In 1964, while serving as pastor of Mother of God Church, Garmo began fundraising drives, with the help of the Parishioners and Parish council he was able to purchase a  plot of land in Southfield on Telegraph Road. After the completion of the church, he continued fundraising with the members of the Chaldean Iraqi American Association of Michigan (CIAAM) to raise funds to transfer ownership of  of the church's  property to the CIAAM to build a Chaldean social club, which would become Southfield Manor. Mother of God Cathedral still stands on this property today. In 1964, Garmo was transferred back to Baghdad to serve for two years before he returned to Southfield. On 27 September 1966, Garmo was again appointed Pastor of Mother of God Church and Jacob Yasso Associate Pastor.
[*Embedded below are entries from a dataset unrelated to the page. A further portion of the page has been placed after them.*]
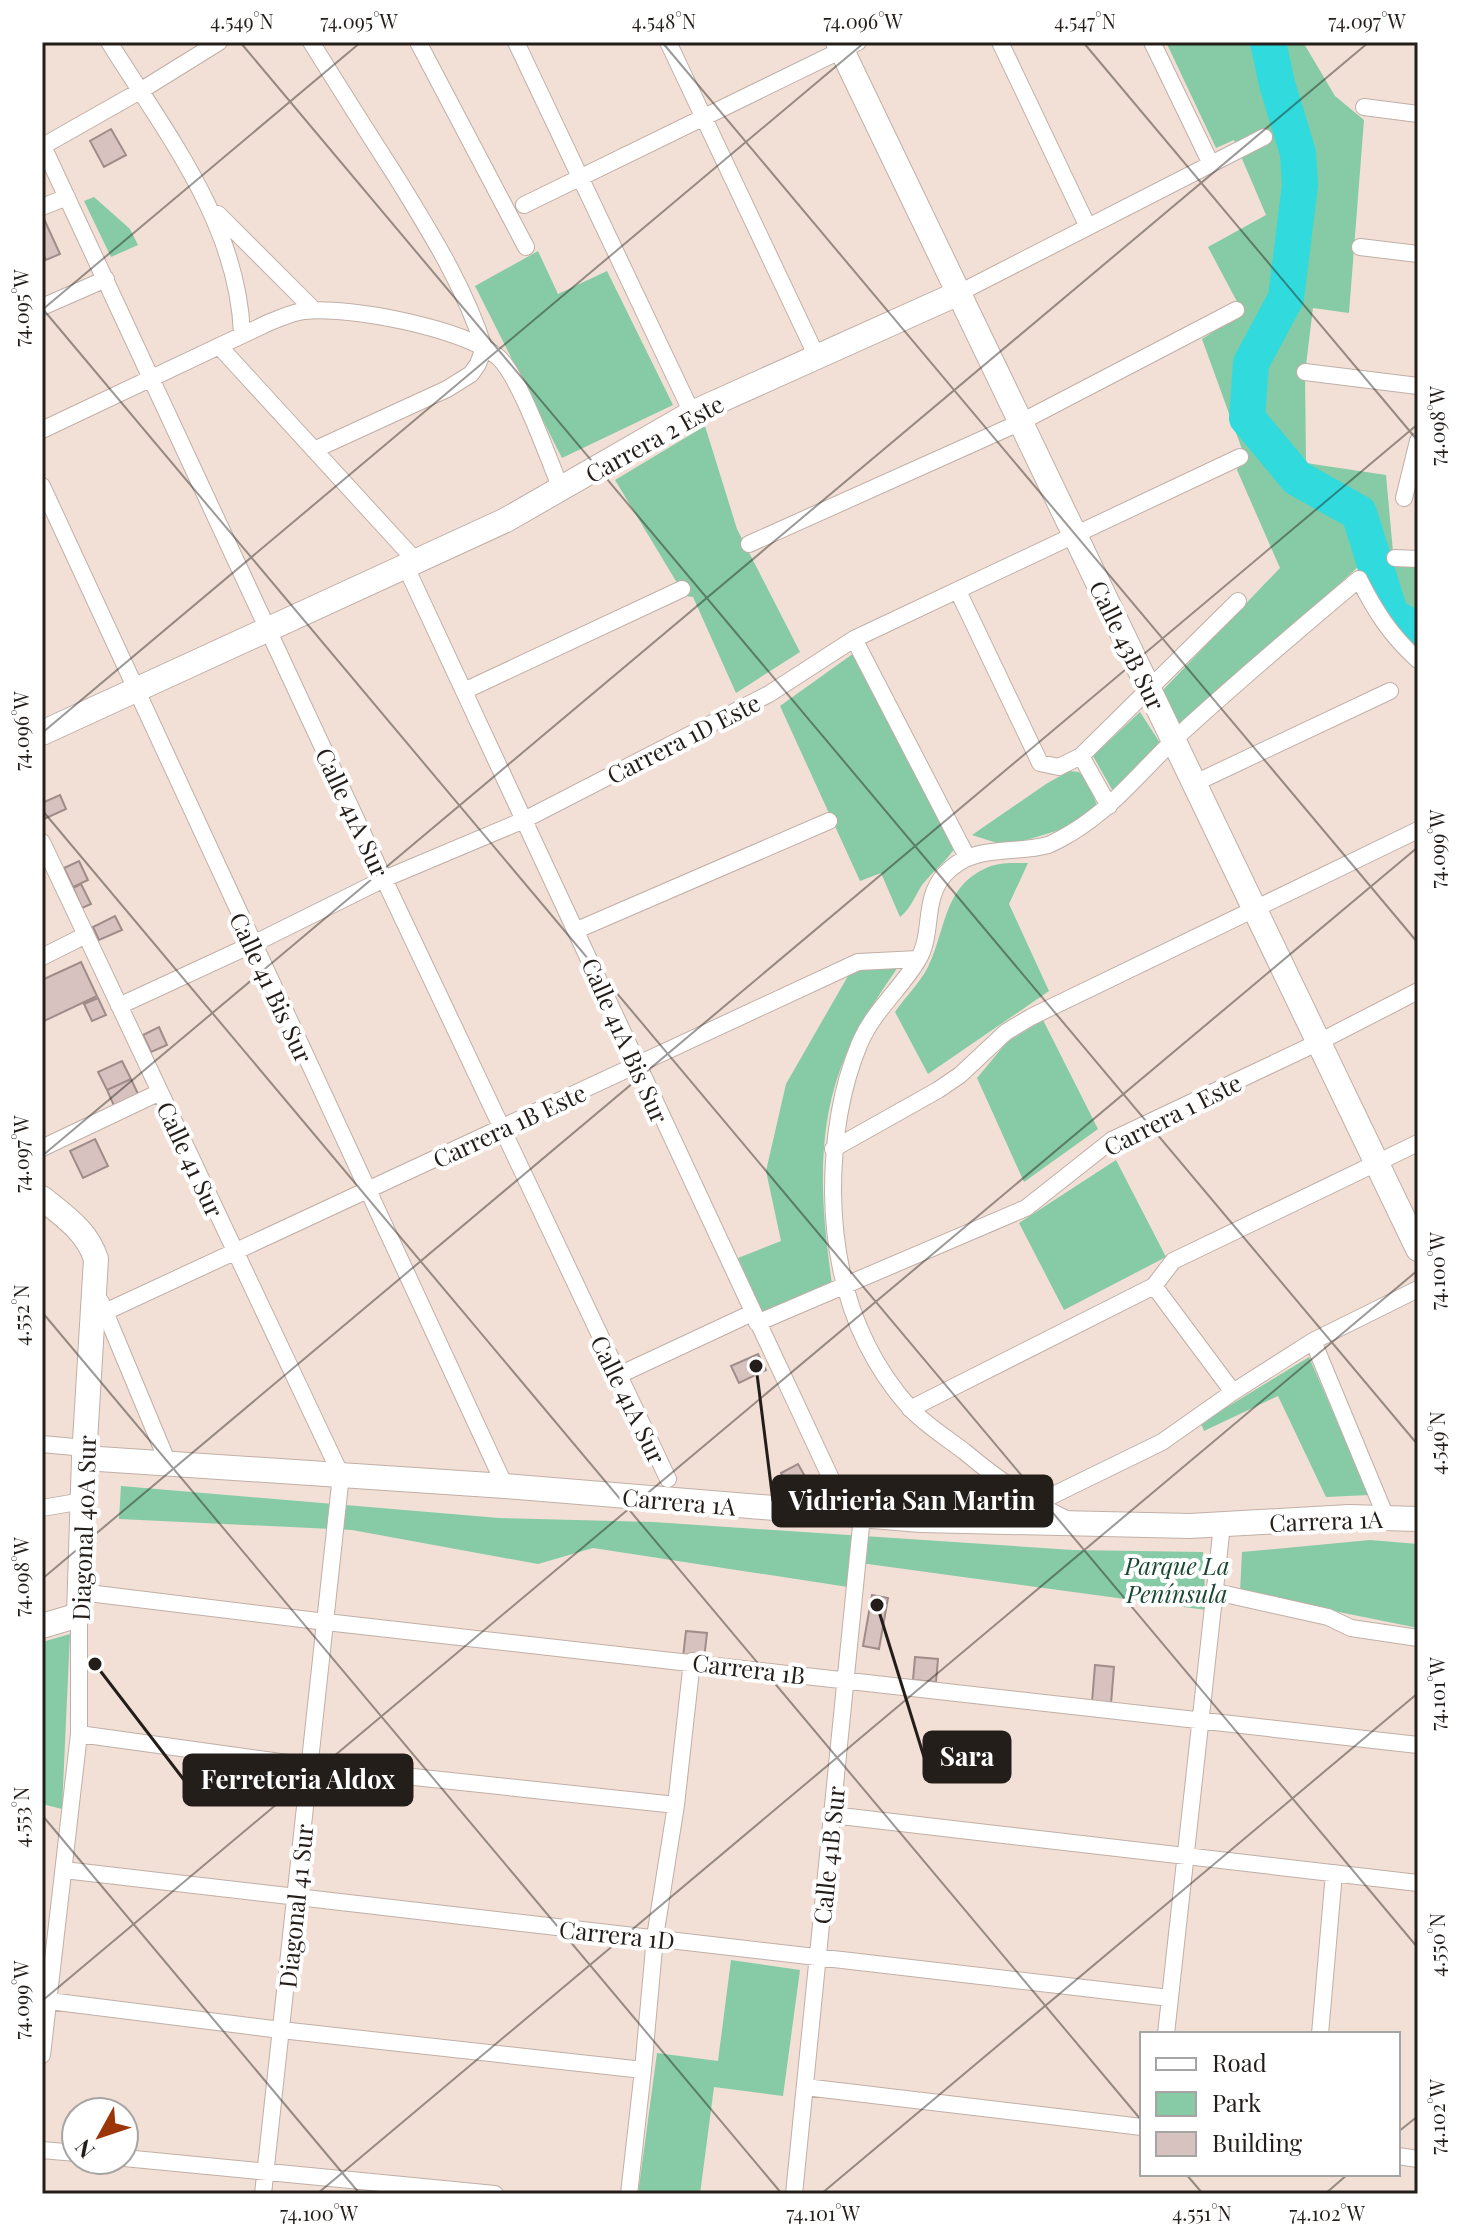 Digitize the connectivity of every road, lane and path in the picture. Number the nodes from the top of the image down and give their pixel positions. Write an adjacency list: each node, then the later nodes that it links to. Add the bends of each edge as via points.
1 (109, 42): 10 (street)
2 (219, 42): 10 (street)
3 (311, 42): 33 (street, via 452,272)
4 (418, 42): 23 (street)
5 (516, 42): 17 (street)
6 (668, 42): 13 (street)
7 (1000, 42): 22 (street)
8 (1152, 42): 16 (street)
9 (846, 45): 13 (street); 27 (street, Calle 43B Sur)
10 (140, 91): 15 (street); 21 (street)
11 (1364, 107): 12 (street)
12 (1418, 114)
13 (704, 117): 17 (street); 34 (street)
14 (1264, 137): 16 (street, Carrera 2 Este)
15 (43, 145): 18 (street, Calle 41A Sur)
16 (1211, 164): 22 (street, Carrera 2 Este)
17 (580, 178): 19 (street); 38 (street)
18 (67, 197): 20 (street); 26 (street, Calle 41A Sur)
19 (524, 205)
20 (42, 207)
21 (211, 208): 29 (street); 31 (street, via 227,248)
22 (1088, 227): 27 (street, Carrera 2 Este)
23 (526, 247)
24 (1360, 247): 25 (street)
25 (1418, 254)
26 (106, 279): 28 (street); 36 (street, Calle 41A Sur)
27 (959, 293): 34 (street, Carrera 2 Este); 39 (street, Calle 43B Sur)
28 (42, 307)
29 (314, 310): 31 (street); 33 (street, via 376,315)
30 (1236, 310): 39 (street)
31 (242, 334): 32 (street)
32 (219, 346): 36 (street); 42 (street, Calle 41A Bis Sur)
33 (484, 348): 42 (street, via 471,374 447,389); 45 (street, via 512,377)
34 (817, 357): 38 (street, Carrera 2 Este)
35 (1305, 372): 37 (street)
36 (152, 378): 40 (street); 55 (street, Calle 41A Sur)
37 (1418, 386)
38 (692, 413): 45 (street, Carrera 2 Este)
39 (1021, 422): 47 (street, Calle 43B Sur); 48 (street)
40 (42, 430)
41 (1418, 441): 46 (street)
42 (314, 450): 51 (street, Calle 41A Bis Sur)
43 (1240, 457): 47 (street, Carrera 1D Este)
44 (42, 486): 58 (street, Calle 41 Bis Sur)
45 (561, 489): 51 (street, Carrera 2 Este)
46 (1404, 498)
47 (1076, 536): 53 (street, Carrera 1D Este); 60 (street, Calle 43B Sur)
48 (749, 544)
49 (1395, 558): 50 (street)
50 (1418, 559)
51 (410, 563): 55 (street, Carrera 2 Este); 59 (street, Calle 41A Bis Sur)
52 (682, 589): 59 (street)
53 (958, 591): 56 (street, Carrera 1D Este); 64 (street, via 1040,763 1059,767)
54 (1238, 601): 60 (street)
55 (268, 627): 58 (street, Carrera 2 Este); 72 (street, Calle 41A Sur)
56 (854, 639): 67 (street, Carrera 1D Este, via 769,694); 71 (street)
57 (1418, 660): 63 (street, via 1395,640 1359,579)
58 (135, 689): 62 (street, Carrera 2 Este); 76 (street, Calle 41 Bis Sur)
59 (464, 691): 67 (street, Calle 41A Bis Sur)
60 (1150, 691): 63 (street, Calle 43B Sur); 64 (street)
61 (1390, 691): 65 (street)
62 (42, 733)
63 (1174, 741): 65 (street, Calle 43B Sur); 66 (street)
64 (1081, 756): 66 (street)
65 (1195, 783): 73 (street, Calle 43B Sur)
66 (1109, 806): 71 (street, via 1050,844)
67 (524, 820): 72 (street, Carrera 1D Este); 74 (street, Calle 41A Bis Sur)
68 (829, 821): 74 (street)
69 (1418, 830): 73 (street)
70 (42, 842): 75 (street, Calle 41 Sur)
71 (967, 857): 78 (street, via 934,891)
72 (384, 879): 76 (street, Carrera 1D Este); 84 (street, Calle 41A Sur)
73 (1254, 908): 81 (street, Calle 43B Sur); 87 (street, via 1031,1017 938,1090)
74 (577, 930): 82 (street, Calle 41A Bis Sur)
75 (86, 935): 77 (street); 80 (street, Calle 41 Sur)
76 (253, 944): 80 (street, Carrera 1D Este); 89 (street, Calle 41 Bis Sur)
77 (42, 957)
78 (918, 959): 82 (street, Carrera 1B Este, via 858,962); 87 (street, via 880,1006 859,1044)
79 (1418, 991): 81 (street, Carrera 1 Este)
80 (119, 1006): 83 (street, Calle 41 Sur)
81 (1319, 1042): 88 (street, Calle 43B Sur); 95 (street, Carrera 1 Este, via 1112,1140 1026,1208)
82 (637, 1065): 84 (street, Carrera 1B Este); 98 (street, Calle 41A Bis Sur)
83 (160, 1092): 86 (street); 92 (street, Calle 41 Sur)
84 (501, 1128): 89 (street, Carrera 1B Este); 100 (street, Calle 41A Sur)
85 (1418, 1143): 88 (street)
86 (42, 1148)
87 (833, 1149): 95 (street, via 833,1225)
88 (1377, 1163): 91 (street, Calle 43B Sur); 93 (street, via 1173,1261)
89 (367, 1191): 92 (street, Carrera 1B Este); 108 (street, Calle 41 Bis Sur)
90 (42, 1198): 94 (street, Diagonal 40A Sur, via 88,1240 96,1259)
91 (1418, 1249)
92 (235, 1252): 97 (street, Carrera 1B Este); 106 (street, Calle 41 Sur)
93 (1154, 1286): 101 (street); 102 (street)
94 (95, 1287): 97 (street); 104 (street, Diagonal 40A Sur)
95 (843, 1287): 98 (street, Carrera 1 Este); 102 (street, via 875,1361)
96 (1418, 1289): 99 (street)
97 (105, 1312): 105 (street)
98 (755, 1318): 100 (street, Carrera 1 Este); 112 (street, Calle 41A Bis Sur)
99 (1313, 1341): 101 (street); 113 (street)
100 (617, 1376): 107 (street, Calle 41A Sur)
101 (1233, 1392): 110 (street, via 1162,1442)
102 (910, 1409): 110 (street)
103 (42, 1444): 104 (street)
104 (85, 1453): 105 (street, Carrera 1A); 109 (street, Diagonal 40A Sur)
105 (168, 1463): 106 (street, Carrera 1A)
106 (341, 1475): 108 (street, Carrera 1A); 119 (street, Diagonal 41 Sur)
107 (668, 1479)
108 (505, 1486): 112 (street, Carrera 1A)
109 (83, 1501): 111 (street); 118 (street, Diagonal 40A Sur)
110 (1035, 1504): 115 (street)
111 (42, 1508)
112 (855, 1515): 115 (street, Carrera 1A); 123 (street, Calle 41B Sur)
113 (1386, 1517): 114 (street, Carrera 1A); 116 (street, Carrera 1A)
114 (1418, 1519)
115 (1076, 1524): 116 (street, Carrera 1A)
116 (1222, 1525): 117 (street)
117 (1216, 1592): 121 (street, via 1328,1617 1351,1628); 124 (street)
118 (80, 1603): 119 (street, Carrera 1B); 120 (street, Carrera 1B); 125 (street, Diagonal 40A Sur)
119 (326, 1622): 122 (street, Carrera 1B); 127 (street, Diagonal 41 Sur)
120 (42, 1626)
121 (1418, 1638)
122 (692, 1661): 123 (street, Carrera 1B); 128 (street)
123 (845, 1679): 124 (street, Carrera 1B); 129 (street, Calle 41B Sur)
124 (1202, 1720): 126 (street, Carrera 1B); 130 (street)
125 (79, 1734): 127 (street); 131 (street, Diagonal 40A Sur)
126 (1418, 1745)
127 (310, 1766): 128 (street); 134 (street, Diagonal 41 Sur)
128 (676, 1805): 135 (street)
129 (832, 1815): 130 (street); 136 (street, Calle 41B Sur)
130 (1186, 1856): 132 (street); 137 (street)
131 (64, 1870): 134 (street, Carrera 1D); 138 (street, Diagonal 40A Sur)
132 (1334, 1873): 133 (street); 141 (street)
133 (1418, 1883)
134 (296, 1899): 135 (street, Carrera 1D); 139 (street, Diagonal 41 Sur)
135 (655, 1937): 136 (street, Carrera 1D); 143 (street)
136 (817, 1957): 137 (street, Carrera 1D); 144 (street, Calle 41B Sur)
137 (1170, 1998): 140 (street)
138 (49, 2001): 139 (street); 142 (street, Diagonal 40A Sur)
139 (281, 2030): 143 (street); 147 (street, Diagonal 41 Sur)
140 (1166, 2032)
141 (1320, 2032)
142 (42, 2055)
143 (643, 2070): 150 (street)
144 (805, 2087): 145 (street); 151 (street, Calle 41B Sur)
145 (1140, 2127)
146 (140, 2159): 147 (street)
147 (266, 2170): 148 (street, Diagonal 41 Sur); 149 (street)
148 (263, 2194)
149 (495, 2194)
150 (629, 2194)
151 (794, 2194)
Under Garmo's supervision as Pastor of Mother of God Church there were many significant milestones for the Parish and the Chaldean community. In July 1972, the community celebrated the groundbreaking of a newly built Mother of God Parish, as well as a social hall that was dedicated by Patriarch March  Paul II Cheikho on 15 May 1973. In September 1976, a convent for the Chaldean Sisters was opened on the church's property. Also, while serving as Pastor for Mother of God Church on September 1977, Garmo received Sarhad Yawsip Jammo as an Associate Pastor, who later be named the first bishop of the St. Peter the Apostle Diocese in the U.S.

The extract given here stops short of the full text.